Detroit’s solutionaries are anchors within their communities; architects who build badly needed infrastructure that meet basic human needs; entrepreneurs who create jobs for people that the labor market overlooks; and advocates who represent the interests of those at the margins, as elected officials and leaders of community-based organizations. Most of the realities they confront are inextricably linked to poverty, a condition plaguing 40 percent of Detroiters, including a whopping 57 percent of the city’s children.
While big business developers have focused its investments downtown, “I Dream Detroit’s” solutionaries have invested their talents and personal finances in Detroit’s neighborhoods overlooked by the city’s renaissance. We spoke to millwright Ingrid Young, who turned her life around with the help of Goodwill Industries Flip the Script program after spending time in prison. Ingrid now buys and rehabs homes in her spare time to provide stable housing for women in need.

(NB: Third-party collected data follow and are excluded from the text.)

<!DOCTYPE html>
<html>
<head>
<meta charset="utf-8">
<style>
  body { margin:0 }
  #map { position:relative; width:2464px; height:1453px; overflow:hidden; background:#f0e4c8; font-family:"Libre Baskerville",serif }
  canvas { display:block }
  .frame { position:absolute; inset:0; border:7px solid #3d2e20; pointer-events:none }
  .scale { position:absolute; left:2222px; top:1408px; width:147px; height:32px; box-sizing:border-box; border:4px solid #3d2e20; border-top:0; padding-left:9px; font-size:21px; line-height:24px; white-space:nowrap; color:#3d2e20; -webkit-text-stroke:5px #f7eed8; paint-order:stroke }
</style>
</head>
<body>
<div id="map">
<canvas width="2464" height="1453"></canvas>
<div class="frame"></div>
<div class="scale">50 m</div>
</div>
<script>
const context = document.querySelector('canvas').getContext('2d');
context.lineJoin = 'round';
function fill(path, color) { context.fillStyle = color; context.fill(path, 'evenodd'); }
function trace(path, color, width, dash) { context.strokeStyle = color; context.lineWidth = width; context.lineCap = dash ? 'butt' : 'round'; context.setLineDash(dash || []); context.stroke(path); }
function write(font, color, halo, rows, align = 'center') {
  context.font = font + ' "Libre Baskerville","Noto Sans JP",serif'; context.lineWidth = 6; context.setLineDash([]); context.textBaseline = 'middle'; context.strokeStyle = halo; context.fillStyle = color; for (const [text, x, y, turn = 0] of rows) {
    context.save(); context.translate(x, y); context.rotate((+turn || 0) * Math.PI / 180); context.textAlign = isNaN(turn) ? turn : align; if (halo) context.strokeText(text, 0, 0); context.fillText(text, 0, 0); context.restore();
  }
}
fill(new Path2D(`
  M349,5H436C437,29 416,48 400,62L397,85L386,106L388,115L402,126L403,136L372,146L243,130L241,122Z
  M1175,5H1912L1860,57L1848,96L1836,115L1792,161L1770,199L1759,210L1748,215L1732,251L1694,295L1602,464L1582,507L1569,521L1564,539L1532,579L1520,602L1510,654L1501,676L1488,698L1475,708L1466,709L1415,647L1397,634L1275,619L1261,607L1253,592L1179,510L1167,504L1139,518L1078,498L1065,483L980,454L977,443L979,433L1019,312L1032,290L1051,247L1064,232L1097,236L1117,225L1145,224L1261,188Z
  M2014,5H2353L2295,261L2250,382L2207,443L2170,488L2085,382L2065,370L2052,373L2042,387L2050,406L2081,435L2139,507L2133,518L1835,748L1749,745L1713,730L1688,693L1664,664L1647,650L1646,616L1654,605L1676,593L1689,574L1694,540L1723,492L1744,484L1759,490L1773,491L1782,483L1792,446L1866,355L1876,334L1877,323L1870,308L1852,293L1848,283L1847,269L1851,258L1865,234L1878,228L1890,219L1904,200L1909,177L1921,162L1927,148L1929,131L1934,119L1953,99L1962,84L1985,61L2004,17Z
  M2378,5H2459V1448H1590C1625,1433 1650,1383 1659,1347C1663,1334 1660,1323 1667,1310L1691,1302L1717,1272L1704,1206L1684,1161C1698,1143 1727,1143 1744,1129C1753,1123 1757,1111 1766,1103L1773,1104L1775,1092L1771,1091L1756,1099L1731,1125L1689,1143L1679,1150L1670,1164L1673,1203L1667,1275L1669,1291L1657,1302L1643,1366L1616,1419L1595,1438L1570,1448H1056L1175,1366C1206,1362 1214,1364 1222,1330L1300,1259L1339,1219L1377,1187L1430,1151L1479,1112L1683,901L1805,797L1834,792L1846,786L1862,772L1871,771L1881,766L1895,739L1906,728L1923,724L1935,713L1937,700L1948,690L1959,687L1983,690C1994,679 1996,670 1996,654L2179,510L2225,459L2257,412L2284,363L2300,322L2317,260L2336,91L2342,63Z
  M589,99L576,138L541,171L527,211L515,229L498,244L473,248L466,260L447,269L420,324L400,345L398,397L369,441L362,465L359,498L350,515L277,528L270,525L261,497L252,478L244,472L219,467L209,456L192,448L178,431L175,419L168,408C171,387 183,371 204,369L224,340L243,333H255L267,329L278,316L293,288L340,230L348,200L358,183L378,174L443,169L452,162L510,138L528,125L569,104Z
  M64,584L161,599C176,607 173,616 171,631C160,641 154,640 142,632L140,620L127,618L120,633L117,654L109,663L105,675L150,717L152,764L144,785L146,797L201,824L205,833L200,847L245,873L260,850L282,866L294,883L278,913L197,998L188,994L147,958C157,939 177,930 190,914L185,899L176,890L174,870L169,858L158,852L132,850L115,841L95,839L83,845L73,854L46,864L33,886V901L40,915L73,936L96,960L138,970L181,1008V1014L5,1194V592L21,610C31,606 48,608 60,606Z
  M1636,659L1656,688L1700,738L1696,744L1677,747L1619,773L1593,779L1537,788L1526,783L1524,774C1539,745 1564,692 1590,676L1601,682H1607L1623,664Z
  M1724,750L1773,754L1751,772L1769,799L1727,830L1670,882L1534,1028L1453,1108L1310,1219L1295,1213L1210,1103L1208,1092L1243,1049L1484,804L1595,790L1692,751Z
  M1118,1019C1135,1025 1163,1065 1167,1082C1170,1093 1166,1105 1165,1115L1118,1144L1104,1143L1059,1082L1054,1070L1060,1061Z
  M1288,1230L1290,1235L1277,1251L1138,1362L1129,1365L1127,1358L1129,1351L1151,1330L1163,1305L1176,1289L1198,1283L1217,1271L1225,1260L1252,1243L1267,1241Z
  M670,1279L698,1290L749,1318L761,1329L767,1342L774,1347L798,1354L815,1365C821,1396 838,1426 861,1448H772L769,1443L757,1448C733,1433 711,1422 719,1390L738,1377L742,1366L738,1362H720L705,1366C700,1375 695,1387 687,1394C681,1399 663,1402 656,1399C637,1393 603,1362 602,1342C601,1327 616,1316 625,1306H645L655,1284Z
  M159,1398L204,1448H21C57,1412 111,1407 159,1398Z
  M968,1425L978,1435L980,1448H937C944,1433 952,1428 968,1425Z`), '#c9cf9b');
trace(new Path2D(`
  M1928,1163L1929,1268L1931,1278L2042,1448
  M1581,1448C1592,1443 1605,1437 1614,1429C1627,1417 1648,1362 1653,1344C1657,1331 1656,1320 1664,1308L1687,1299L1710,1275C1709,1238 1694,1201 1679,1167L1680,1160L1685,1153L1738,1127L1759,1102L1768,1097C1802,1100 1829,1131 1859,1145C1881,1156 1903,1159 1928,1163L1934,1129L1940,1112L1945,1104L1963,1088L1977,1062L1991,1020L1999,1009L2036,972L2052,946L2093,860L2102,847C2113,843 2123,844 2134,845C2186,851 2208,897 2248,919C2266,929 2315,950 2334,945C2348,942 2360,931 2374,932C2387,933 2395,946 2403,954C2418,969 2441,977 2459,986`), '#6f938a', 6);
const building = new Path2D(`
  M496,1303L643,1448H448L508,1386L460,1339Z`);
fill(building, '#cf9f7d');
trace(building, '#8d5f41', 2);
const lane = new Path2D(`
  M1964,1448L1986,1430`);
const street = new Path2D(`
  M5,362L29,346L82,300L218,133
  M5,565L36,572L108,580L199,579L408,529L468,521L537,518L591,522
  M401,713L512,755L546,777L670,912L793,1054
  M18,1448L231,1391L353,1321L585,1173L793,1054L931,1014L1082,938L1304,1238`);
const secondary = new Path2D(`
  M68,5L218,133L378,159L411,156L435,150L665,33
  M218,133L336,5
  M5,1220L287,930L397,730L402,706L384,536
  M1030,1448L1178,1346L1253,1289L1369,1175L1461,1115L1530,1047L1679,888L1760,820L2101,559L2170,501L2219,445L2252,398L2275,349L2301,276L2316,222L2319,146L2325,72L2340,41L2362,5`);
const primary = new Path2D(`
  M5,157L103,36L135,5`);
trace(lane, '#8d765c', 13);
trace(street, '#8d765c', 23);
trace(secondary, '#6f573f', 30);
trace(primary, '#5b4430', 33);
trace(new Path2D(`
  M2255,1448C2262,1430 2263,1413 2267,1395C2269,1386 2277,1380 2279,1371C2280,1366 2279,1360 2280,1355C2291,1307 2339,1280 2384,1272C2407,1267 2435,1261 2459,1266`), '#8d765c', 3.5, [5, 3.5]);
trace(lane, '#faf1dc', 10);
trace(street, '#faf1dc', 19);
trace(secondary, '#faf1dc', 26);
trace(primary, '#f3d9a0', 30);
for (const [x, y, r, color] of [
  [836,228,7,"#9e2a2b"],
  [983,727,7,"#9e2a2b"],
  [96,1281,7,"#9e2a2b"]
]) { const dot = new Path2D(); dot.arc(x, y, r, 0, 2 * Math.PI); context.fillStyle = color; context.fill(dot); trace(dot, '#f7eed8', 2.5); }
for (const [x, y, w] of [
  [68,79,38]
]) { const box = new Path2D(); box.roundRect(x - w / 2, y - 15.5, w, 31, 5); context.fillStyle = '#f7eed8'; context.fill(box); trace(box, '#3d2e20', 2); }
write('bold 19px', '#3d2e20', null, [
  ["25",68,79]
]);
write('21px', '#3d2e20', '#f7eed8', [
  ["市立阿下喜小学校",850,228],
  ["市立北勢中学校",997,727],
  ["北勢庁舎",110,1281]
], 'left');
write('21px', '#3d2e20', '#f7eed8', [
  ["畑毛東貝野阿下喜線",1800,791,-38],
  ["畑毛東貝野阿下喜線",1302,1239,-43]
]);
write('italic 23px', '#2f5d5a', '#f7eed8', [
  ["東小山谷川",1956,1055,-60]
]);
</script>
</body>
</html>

We spoke with Kiki Louya, co-owner of Corktown’s corner market and café, The Farmer’s Hand. She dreams of opening more locations to bring quality, fresh food to her fellow Detroiters without them having to cross 8 Mile to get it. Featuring fresh produce and other products from Michigan, she pays farmers and suppliers more than four times the national average so that they can earn a decent living.
For the 20 solutionaries profiled in “I Dream Detroit,” and the people in the communities they serve, the story of revival will be a mythical fable if it is not grounded in uplifting long-term Detroiters and their neighborhoods, in addition to the newcomers the city is attracting.
Women most affected by poverty and their counterparts who work make lasting change have so much to share and contribute to Detroit’s economic development decisions.
And yet, despite being a useful potential asset, 71 percent of respondents do not feel included in the city’s economic development plans. Imagine if these women were at elite tables where Detroit’s future was being decided.
“I Dream Detroit” is a clarion call for the voice and vision of women of color to be included in the decision-making that is shaping the city of the future. The dreams of women of color for Detroit range from prioritizing job creation, quality education and recreation opportunities for youth, to ensuring Detroit’s development includes affordable housing and helping socially-minded businesses launched by long-time Detroiters gain access to capital.
Engaging Detroit’s solutionary women of color is a vital step toward fulfilling Boggs’ dream to “create a new society in the places and spaces left vacant by the disintegration of the old.”
Kimberly Freeman Brown, author of I Dream Detroit: The Voice and Vision of Women of Color on Detroit’s Future, is an organizational development consultant who specializes in race and gender equity. Marc D. Bayard is director of the Black Worker Initiative at Institute for Policy Studies, a Washington, D.C.-based national think tank that released I Dream Detroit.